There are several ways in which the Frenchwoman's relations with men may be called more important than those of her American sister. In the first place, in the commercial class, the Frenchwoman is always her husband's business partner. The lives of the French bourgeois couple are based on the primary necessity of getting enough money to live on, and of giving their children educational and material advantages. In small businesses the woman is always her husband's book-keeper or clerk, or both; above all, she is his business adviser. France, as you know, is held up to all other countries as a model of thrift, of wise and prudent saving and spending. No other country in the world has such immense financial vitality, such powers of recuperation from national calamity. After the Franco-Prussian war of 1870, when France, beaten to earth, her armies lost, half her territory occupied, and with all Europe holding aloof, and not a single ally to defend her interests—when France was called on by her conquerors to pay an indemnity of five thousand million francs in order to free her territory of the enemy, she raised the sum, and paid it off, eighteen months sooner than the date agreed upon: to the rage and disappointment of Germany, and the amazement and admiration of the rest of the world.
Every economist knows that if France was able to make that incredible effort it was because, all over the country, millions of Frenchwomen, labourers' wives, farmers' wives, small shopkeepers' wives, wives of big manufacturers and commission-merchants and bankers, were to all intents and purposes their husbands' business-partners, and had had a direct interest in saving and investing the millions and millions piled up to pay France's ransom in her day of need. At every stage in French history, in war, in politics, in literature, in art and in religion, women have played a splendid and a decisive part; but none more splendid or more decisive than the obscure part played by the millions of wives and mothers whose thrift and prudence silently built up her salvation in 1872.

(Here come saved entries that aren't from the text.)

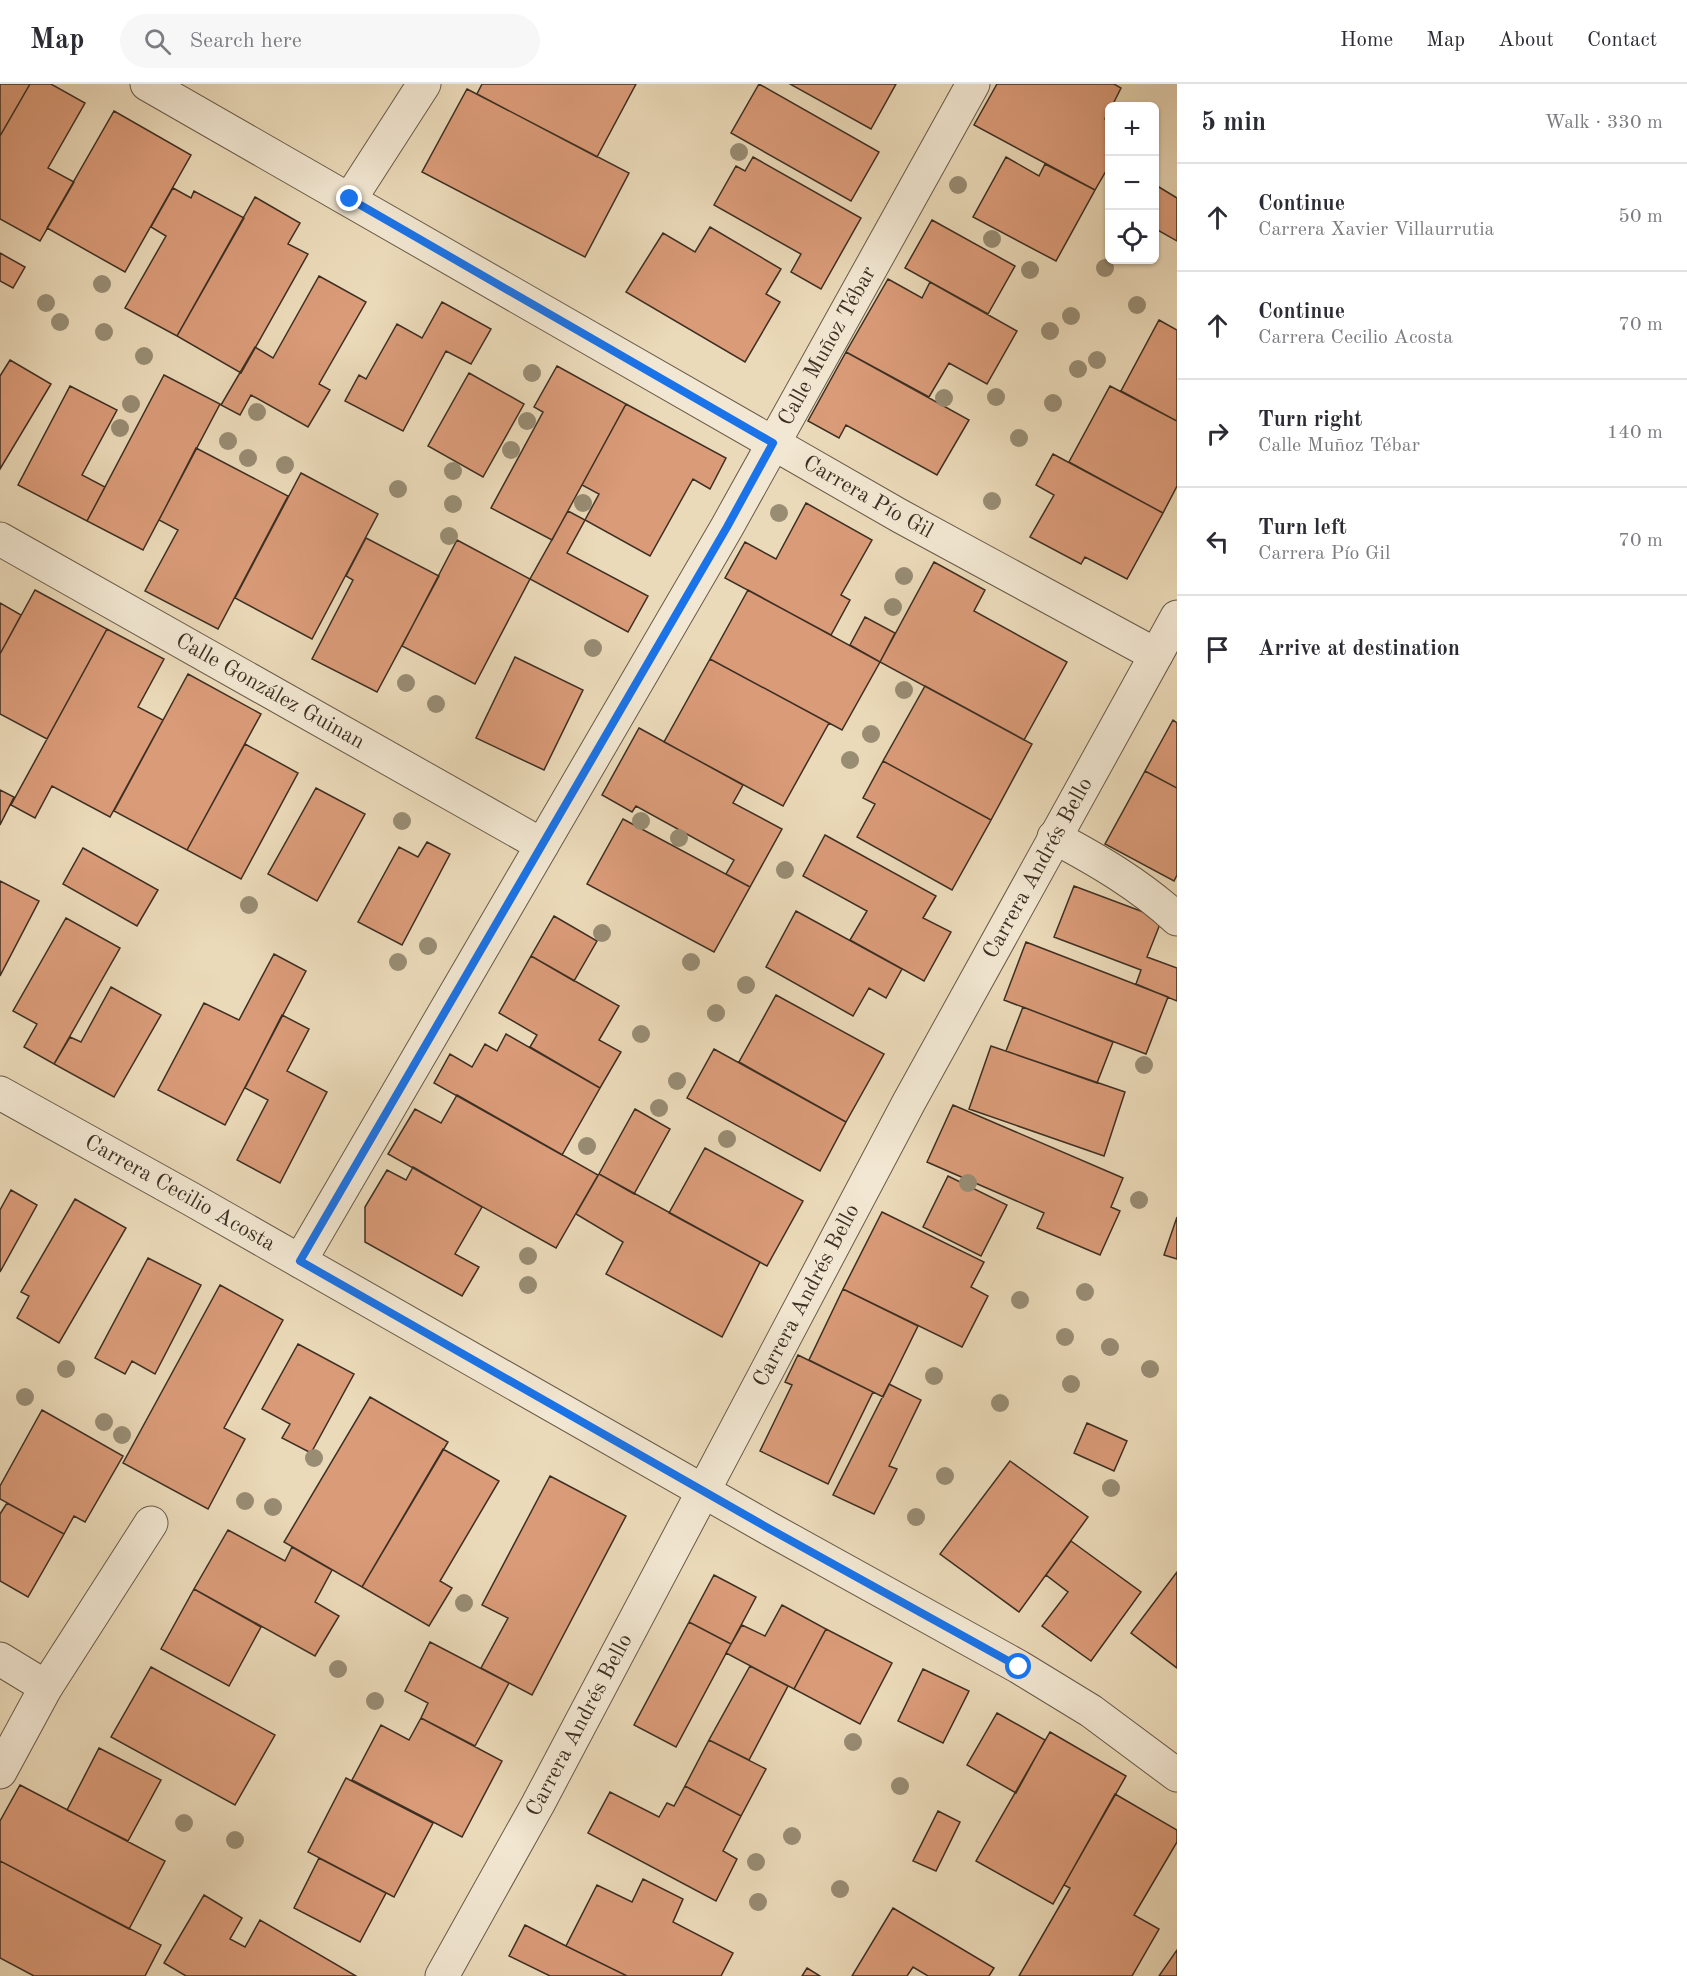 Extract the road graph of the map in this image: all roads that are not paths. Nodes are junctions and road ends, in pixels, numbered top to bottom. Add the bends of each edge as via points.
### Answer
1 (147, 84) edge
2 (424, 84) edge
3 (973, 84) edge
4 (350, 199) junction
5 (773, 443) junction
6 (0, 539) edge
7 (1177, 617) edge
8 (1156, 655) junction
9 (1054, 837) junction
10 (542, 845) junction
11 (1177, 919) edge
12 (0, 1093) edge
13 (300, 1261) junction
14 (703, 1491) junction
15 (151, 1523) dead end
16 (0, 1659) edge
17 (46, 1687) junction
18 (0, 1772) edge
19 (1177, 1775) edge
20 (442, 1976) edge

1 - 4 street, Carrera Pío Gil
2 - 4 street
3 - 5 street, Calle Muñoz Tébar
4 - 5 street, Carrera Pío Gil
5 - 8 street, Carrera Pío Gil
5 - 10 street, Calle Muñoz Tébar
6 - 10 street, Calle González Guinan
7 - 8 street, Carrera Andrés Bello
8 - 9 street, Carrera Andrés Bello
9 - 11 street via 1151,895
9 - 14 street, Carrera Andrés Bello
10 - 13 street, Calle Muñoz Tébar
12 - 13 street, Carrera Cecilio Acosta
13 - 14 street, Carrera Cecilio Acosta
14 - 19 street, Carrera Cecilio Acosta via 1019,1667 1090,1711
14 - 20 street, Carrera Andrés Bello via 538,1804
15 - 17 street
16 - 17 street
17 - 18 street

When it is said that the Frenchwoman of the middle class is her husband's business partner the statement must not be taken in too literal a sense. The French wife has less legal independence than the American or English wife, and is subject to a good many legal disqualifications from which women have freed themselves in other countries. That is the technical situation; but what is the practical fact? That the Frenchwoman has gone straight through these theoretical restrictions to the heart of reality, and become her husband's associate, because, for her children's sake if not for her own, her heart is in his job, and because he has long since learned that the best business partner a man can have is one who has the same interests at stake as himself.

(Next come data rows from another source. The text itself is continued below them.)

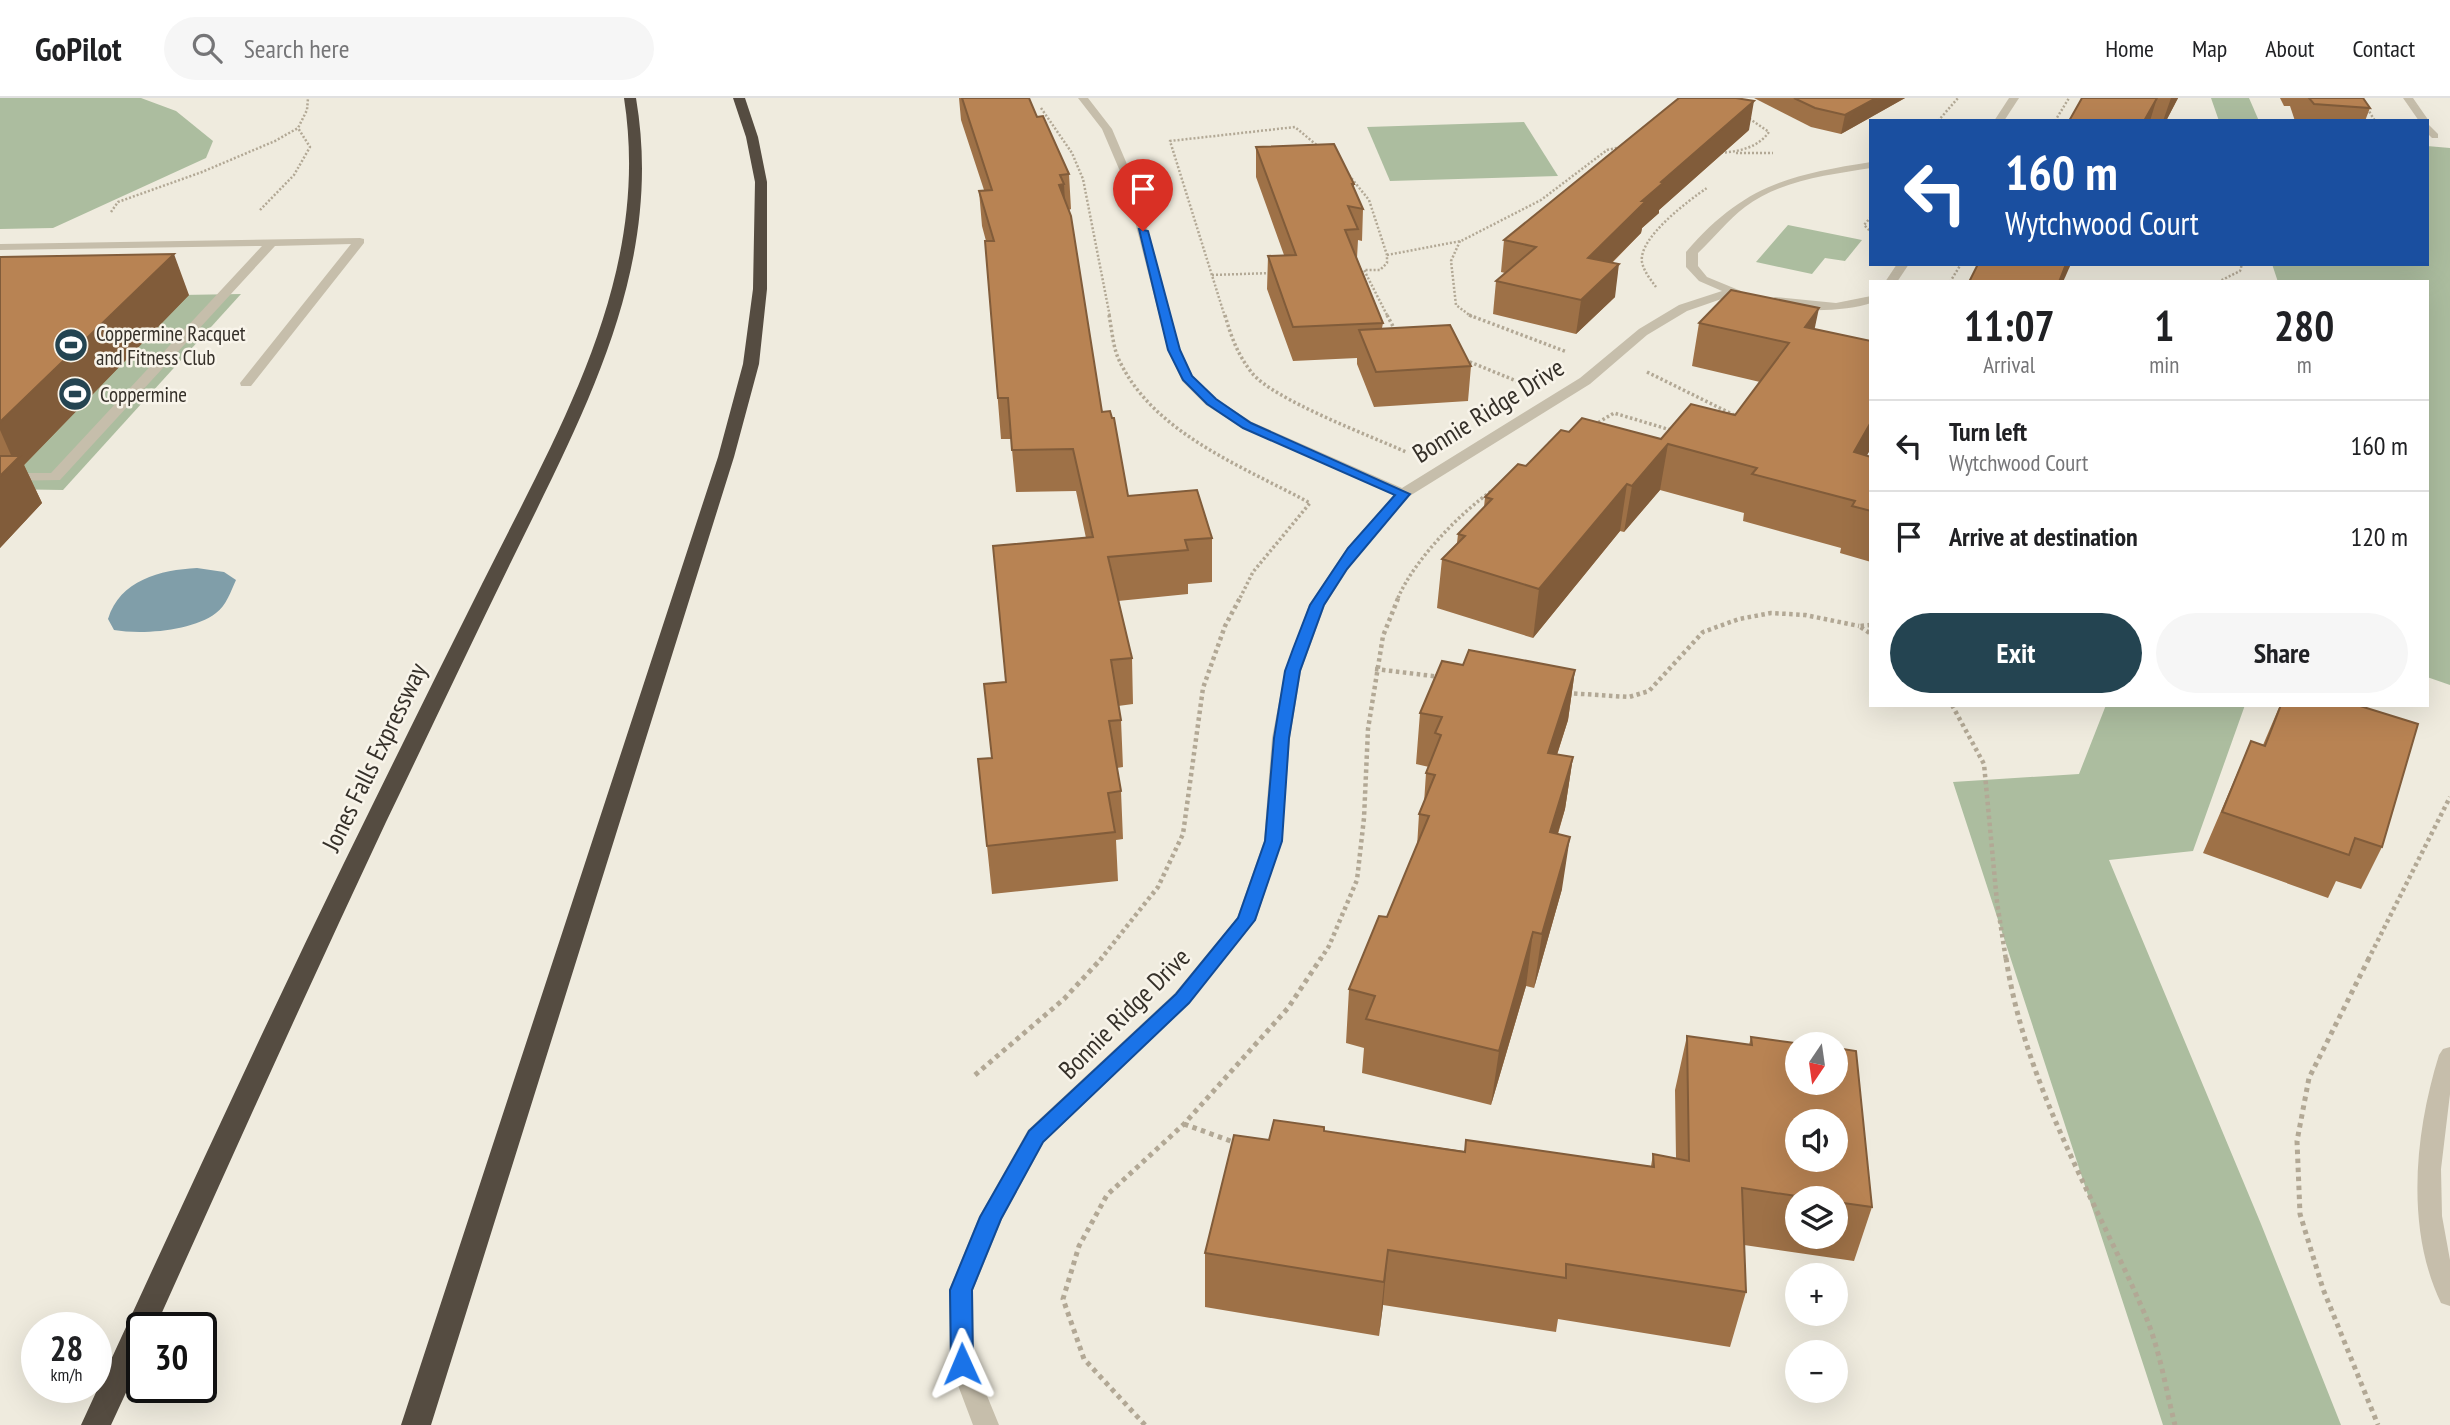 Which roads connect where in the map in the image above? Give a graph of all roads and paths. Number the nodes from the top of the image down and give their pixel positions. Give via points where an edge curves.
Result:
1 (308, 98) edge
2 (630, 98) edge
3 (739, 98) edge
4 (1083, 98) edge
5 (1958, 98) edge
6 (2014, 98) edge
7 (2069, 98) edge
8 (2361, 98) edge
9 (2408, 98) edge
10 (1041, 108) dead end
11 (1747, 117) edge
12 (1940, 119) edge
13 (2000, 119) edge
14 (2055, 119) edge
15 (2374, 119) edge
16 (2423, 119) edge
17 (298, 128) junction
18 (2429, 128) edge
19 (2435, 136) dead end
20 (1630, 146) edge
21 (1323, 151) edge
22 (1716, 153) edge
23 (1869, 165) edge
24 (1342, 167) edge
25 (255, 215) dead end
26 (119, 218) dead end
27 (1461, 240) junction
28 (271, 243) junction
29 (0, 247) edge
30 (1387, 255) junction
31 (2241, 266) edge
32 (1281, 273) edge
33 (1212, 275) junction
34 (2222, 280) edge
35 (1731, 292) junction
36 (1869, 300) edge
37 (1401, 343) edge
38 (1568, 352) dead end
39 (1460, 358) edge
40 (1613, 358) junction
41 (1520, 382) dead end
42 (246, 383) dead end
43 (1752, 423) edge
44 (1592, 426) edge
45 (1678, 433) edge
46 (1417, 457) dead end
47 (0, 477) edge
48 (1494, 489) edge
49 (1403, 494) junction
50 (1869, 625) edge
51 (1859, 626) junction
52 (1869, 633) edge
53 (1376, 669) junction
54 (1442, 677) edge
55 (1563, 693) edge
56 (1953, 707) edge
57 (2450, 797) edge
58 (2450, 1055) edge
59 (975, 1074) dead end
60 (1184, 1124) junction
61 (1247, 1146) edge
62 (2450, 1296) edge
63 (96, 1425) edge
64 (416, 1425) edge
65 (986, 1425) edge
66 (1145, 1425) edge
67 (2175, 1425) edge
68 (2378, 1425) edge

1 - 17 path
2 - 63 highway, Jones Falls Expressway via 638,145 632,233 593,366 328,921
3 - 64 highway via 761,182 760,289 751,364 726,457
4 - 49 street via 1107,129 1130,183 1174,350 1187,378 1211,402 1247,425
5 - 12 path
6 - 13 street
7 - 14 path
8 - 15 path
9 - 16 street
10 - 59 path via 1072,153 1083,179 1118,359 1134,388 1163,417 1200,443 1310,503 1253,572 1225,626 1203,688 1182,834 1158,887 1113,946 1063,999
11 - 22 path via 1769,132 1765,140
17 - 25 path via 310,148 294,175
17 - 26 path via 202,172 118,202 109,215
18 - 19 street
20 - 27 path via 1607,150 1541,200
21 - 33 path via 1295,127 1170,141
23 - 35 street via 1800,178 1747,201 1692,252 1692,267 1703,279
24 - 30 path via 1369,200
27 - 30 path
27 - 38 path via 1451,261 1456,304 1473,318
28 - 29 street
28 - 42 street via 360,241
28 - 47 street via 55,477
30 - 37 path via 1387,264 1380,270 1364,270
31 - 34 path
32 - 33 path
33 - 46 path via 1235,348 1254,376 1292,401
35 - 36 street via 1790,304 1833,306
35 - 40 street, Bonnie Ridge Drive via 1683,308 1643,332
39 - 41 path
40 - 43 path
40 - 49 street, Bonnie Ridge Drive via 1585,381
44 - 45 path via 1614,413
48 - 53 path via 1432,547 1400,593
49 - 65 street, Bonnie Ridge Drive via 1345,562 1317,605 1293,671 1281,738 1273,841 1246,920 1182,998 1036,1136 991,1217 961,1290 962,1364
50 - 51 path
51 - 52 path
51 - 55 path via 1772,613 1739,619 1703,632 1649,691 1629,697
53 - 54 path
53 - 60 path via 1357,880 1329,946 1288,1008
56 - 67 path via 1983,764 2013,1003 2044,1097 2147,1320
57 - 68 path via 2309,1078 2297,1141 2300,1214 2323,1289
58 - 62 street via 2430,1156 2434,1240
60 - 61 path
60 - 66 path via 1107,1195 1079,1246 1063,1299 1084,1359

It is not only because she saves him a salesman's salary, or a book-keeper' salary, or both, that the French tradesman associates his wife with his business; it is because he has the sense to see that no hired assistant will have so keen a perception of his interests, that none will receive his customers so pleasantly, and that none will so patiently and willingly work over hours when it is necessary to do so. There is no drudgery in this kind of partnership, because it is voluntary, and because each partner is stimulated by exactly the same aspirations. And it is this practical, personal and daily participation in her husband's job that makes the Frenchwoman more grown up than others. She has a more interesting and more living life, and therefore she develops more quickly.
It may be objected that money-making is not the most interesting thing in life, and that the "higher ideals" seem to have little place in this conception of feminine efficiency. The answer to such a criticism is to be found by considering once more the difference between the French and the American views as to the main object of money-making—a point to which any study of the two races inevitably leads one back.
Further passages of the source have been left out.